FBI search can’t find any more info on Sarasota Saudis, even its own investigative reports



The FBI told a federal judge Friday that its page-by-page review of more than 80,000 pages of records from its 9/11 investigation turned up “no additional substantive information” about connections it has said existed between Saudis in Sarasota and 9/11 terrorist figures.

At the same time, the Bureau made public 31 pages of documents not previously released about the Sarasota Saudis, Abdulaziz al-Hijji and his wife, Anoud. The pages contain little new information.

More notably, the FBI’s extensive search failed to identify any reports generated by its own agents documenting the nature and extent of the Sarasota investigation, or its findings and conclusions. A law enforcement source has said agents found vehicle and phone records indicating the al-Hijji’s home in the upscale gated community of Prestancia was visited by 9/11 hijack leader Mohamed Atta, Broward resident-turned-most wanted al Qaeda terrorist Adnan Shukrijumah, and other terror figures.


Former Florida Sen. Bob Graham, who co-chaired Congress’s Joint Inquiry into the terrorist attacks, said the lack of such investigative reports is at odds with previous public statements by Bureau officials that downplayed the significance of its Sarasota investigation. The investigation started after neighbors reported the al-Hijjis, who had ties to Saudi Arabia’s royal family, abruptly quit their home two weeks before 9/11 – leaving behind furniture, cars and other personal belongings.

“How can they make public statements that they conducted a thorough investigation, but have no documents to substantiate that?” said Graham.

The dearth of FBI reports, including so-called FD 302 reports used by agents to report the results of interviews they conduct, may also be of special interest to Fort Lauderdale U.S. District Judge William J. Zloch.  His April order requiring both manual and database text searches cited the FBI’s failure to acknowledge the existence of such records as one reason for his decision.

“An investigation took place during this time period that apparently resulted in certain findings, yet seemingly, the search yielded no documentation. This alone moves the court to believe that a further search is necessary,” Zloch wrote.


Zloch is presiding over a Freedom of Information Act lawsuit brought against the FBI and the Department of Justice by BrowardBulldog.org. The suit, filed in 2012 by Miami attorney Thomas Julin, followed the FBI’s denials of the news organization’s requests for access to agency records about its Sarasota investigation.

Friday’s release of records marks the third time the FBI has publicly disclosed records from files that it once asserted contained no records responsive to the FOIA request.

In March 2013, the FBI unexpectedly released 35 pages. Those records flatly stated the Sarasota Saudis who “fled” their home had “many connections to “individuals associated with the terrorist attacks on 9/11/2001.”

One partially declassified document, marked “secret,” listed three of those individuals and tied them to the Venice flight school where Atta and his fellow suicide pilot/hijacker Marwan al-Shehhi trained.
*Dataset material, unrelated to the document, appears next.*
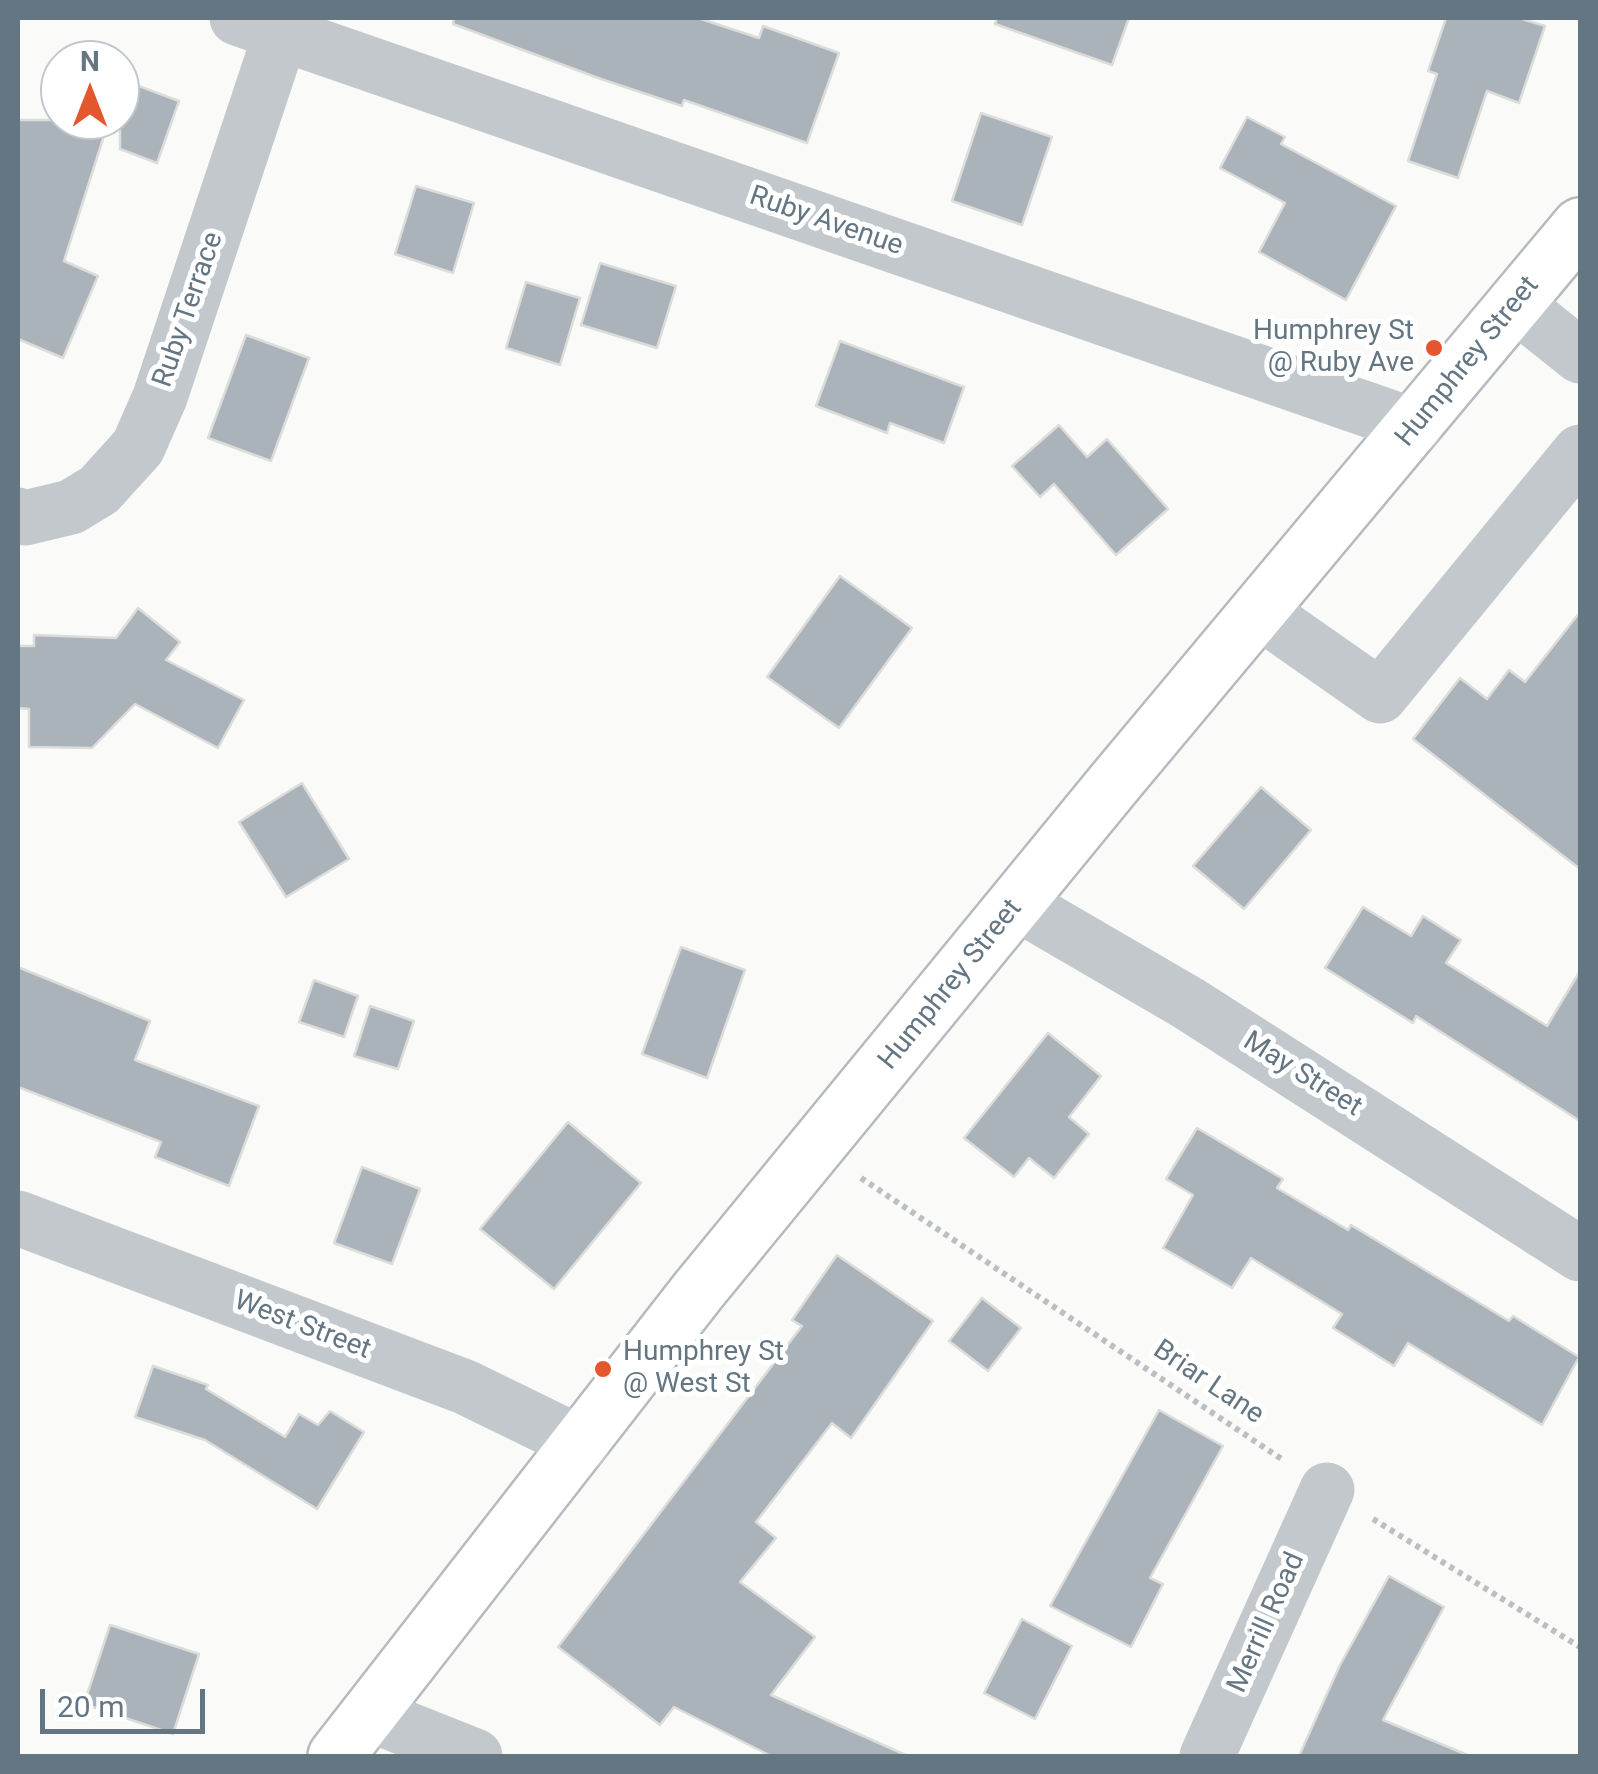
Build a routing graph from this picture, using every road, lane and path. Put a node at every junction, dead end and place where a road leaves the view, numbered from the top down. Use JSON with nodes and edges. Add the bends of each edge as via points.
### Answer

The names of the individuals were blanked-out, citing national security, but one was described as a relative of the Sarasota Saudis.

The FBI released four additional pages last month confirming the “many connections” between the Saudi family and the 9/11 terrorists. For the first time, they also identified by name international businessman Esam Ghazzawi as being involved in the investigation. Ghazzawi, an adviser to a senior Saudi prince, is the father of Anoud al-Hijji. He and his wife, Deborah, owned the al-Hijji’s home at 4224 Escondito Circle, near Sarasota.


In Friday’s filing, FBI records section chief David M. Hardy said the FBI had “inadvertently” released Ghazzawi’s name. He said the release did not mean the FBI had waived the privacy of individuals, like the al-Hijjis and Mr. Ghazzawi, where their “individual right of privacy outweighs the public interest in disclosure.”

The FBI’s latest search encompassed all 9/11 records held in its Tampa field office, and led to the release of another 31 pages. The pages are mostly hand-written “Information Control Forms” documenting phone tips received after the attacks from U.S. Postal Service workers and neighbors. The information was previously reported.

The filing says four additional documents, now under review, are to be made public on June 27.

Judge Zloch also required the FBI and the Justice Department to disclose any “documented communications” about the Sarasota investigation between them and any other government agencies.

The government replied that its search had identified no such communications.

The FBI told Zloch that 127 FBI employees logged nearly 600 hours of review time to comb through the files seeking responsive records.